That first input record - "all night our room was outer-walled with rain" - yields eight words (output records). Ignoring any blank lines in the poem, every line of prose will produce at least one - probably several - words.
The idea of fanning out is interesting, but simple enough. It’s more complex when we go the opposite direction: fanning in. That means the generator function consumes more than one input record to produce each output record. Doing this successfully requires an awareness of the input’s structure, and you’ll typically need to encode some simple parsing logic.
Imagine a text file containing residential house sale data. Each record is a set of key-value pairs, one pair per line, with records separated by blank lines:
address: 1423 99th Ave square_feet: 1705 price_usd: 340210 address: 24257 Pueblo Dr square_feet: 2305 price_usd: 170210 address: 127 Cochran square_feet: 2068 price_usd: 320500
To read this data into a form usable in our code, what we want is a
generator function - let’s name it house_records() - which accepts
a sequence of strings (lines) and parses them into convenient dictionaries:
>>> lines_of_house_data = lines_from_file("housedata.txt")
>>> houses = house_records(lines_of_house_data)
>>> # Fetch the first record.
... house = next(houses)
>>> house['address']
'1423 99th Ave'
>>> house = next(houses)
>>> house['address']
'24257 Pueblo Dr'
How would you create this? If practical, pause here, open up a code editor, and see if you can implement it.
Okay, time’s up. Here is one approach:
- def house_records(lines):
- record = {}
- for line in lines:
- if line == '':
- yield record
- record = {}
- continue
- key, value = line.split(': ', 1)
- record[key] = value
- yield record
Notice where the yield keywords appear. The last line of the for
loop reads individual key-value pairs. Starting with an empty record
dictionary, it’s populated with data until lines produces an empty
line. That signals the current record is complete, so it’s
yield-ed, and a new record dictionary created. The end of the
very last record in housedata.txt is signaled not by an empty line,
but by the end of the file; that’s why we need the final yield
statement.
As defined, house_records() is a bit clunky if we’re normally reading
from a text file. It makes sense to define a new generator function
accepting just the path to the file:
- def house_records_from_file(path):
- lines = lines_from_file(path)
- for house in house_records(lines):
- yield house
-
- # Then in your program:
- for house in house_records_from_file("housedata.txt"):
- print(house["address"])
You may have noticed many of these examples have a bit of
boilerplate, when one generator function internally calls another.

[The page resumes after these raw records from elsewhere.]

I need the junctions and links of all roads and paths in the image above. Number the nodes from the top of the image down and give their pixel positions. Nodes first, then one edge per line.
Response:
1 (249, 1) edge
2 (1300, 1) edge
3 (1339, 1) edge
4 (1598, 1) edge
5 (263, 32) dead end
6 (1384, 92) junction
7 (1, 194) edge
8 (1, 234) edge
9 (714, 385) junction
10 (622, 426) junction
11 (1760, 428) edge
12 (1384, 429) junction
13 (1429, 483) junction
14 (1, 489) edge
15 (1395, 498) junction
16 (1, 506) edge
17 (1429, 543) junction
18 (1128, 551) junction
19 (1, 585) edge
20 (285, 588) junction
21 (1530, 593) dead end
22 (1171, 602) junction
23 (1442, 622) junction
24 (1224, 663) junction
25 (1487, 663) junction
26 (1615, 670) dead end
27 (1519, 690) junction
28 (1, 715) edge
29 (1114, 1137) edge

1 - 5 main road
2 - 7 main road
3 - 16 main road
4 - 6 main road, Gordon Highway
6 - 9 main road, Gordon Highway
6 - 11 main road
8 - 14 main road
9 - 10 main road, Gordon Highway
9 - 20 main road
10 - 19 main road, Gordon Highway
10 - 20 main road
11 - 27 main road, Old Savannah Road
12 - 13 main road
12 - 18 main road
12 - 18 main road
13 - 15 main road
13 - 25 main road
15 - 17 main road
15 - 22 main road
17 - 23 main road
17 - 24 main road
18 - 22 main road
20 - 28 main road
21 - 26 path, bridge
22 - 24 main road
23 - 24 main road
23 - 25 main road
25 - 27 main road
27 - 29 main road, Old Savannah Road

The last two lines of house_records_from_file say:
- for house in house_records(lines):
- yield house
Python provides a shortcut, which lets you accomplish this in one
line, with the yield from statement:
- def house_records_from_file(path):
- lines = lines_from_file(path)
- yield from house_records(lines)
Even though "yield from" is two words, semantically it’s like a single
keyword, and distinct from yield. The yield from statement is used
specifically in generator functions, when they yield values directly
from another generator object (or, equivalently, by calling another
generator function). Using it often simplifies your code, as you see
in house_records_from_file(). Going back a bit, here’s how it works
with matching_lines_from_file():
- def matching_lines_from_file(pattern, path):
- lines = lines_from_file(path)
- yield from matching_lines(lines, pattern)
The formal name for what yield from does is "delegating to a
sub-generator", and instills a deeper connection between the
containing and inner generator objects. In particular, generator
objects have certain methods - send, throw and close - for
passing information back into the context of the running
generator function. I won’t cover them in this edition of the book, as
they are not currently widely used; you can learn more by reading PEPs
342 and 380.[2] If you
do use them, yield from becomes necessary to enable the flow of
information back into the scope of the running coroutine.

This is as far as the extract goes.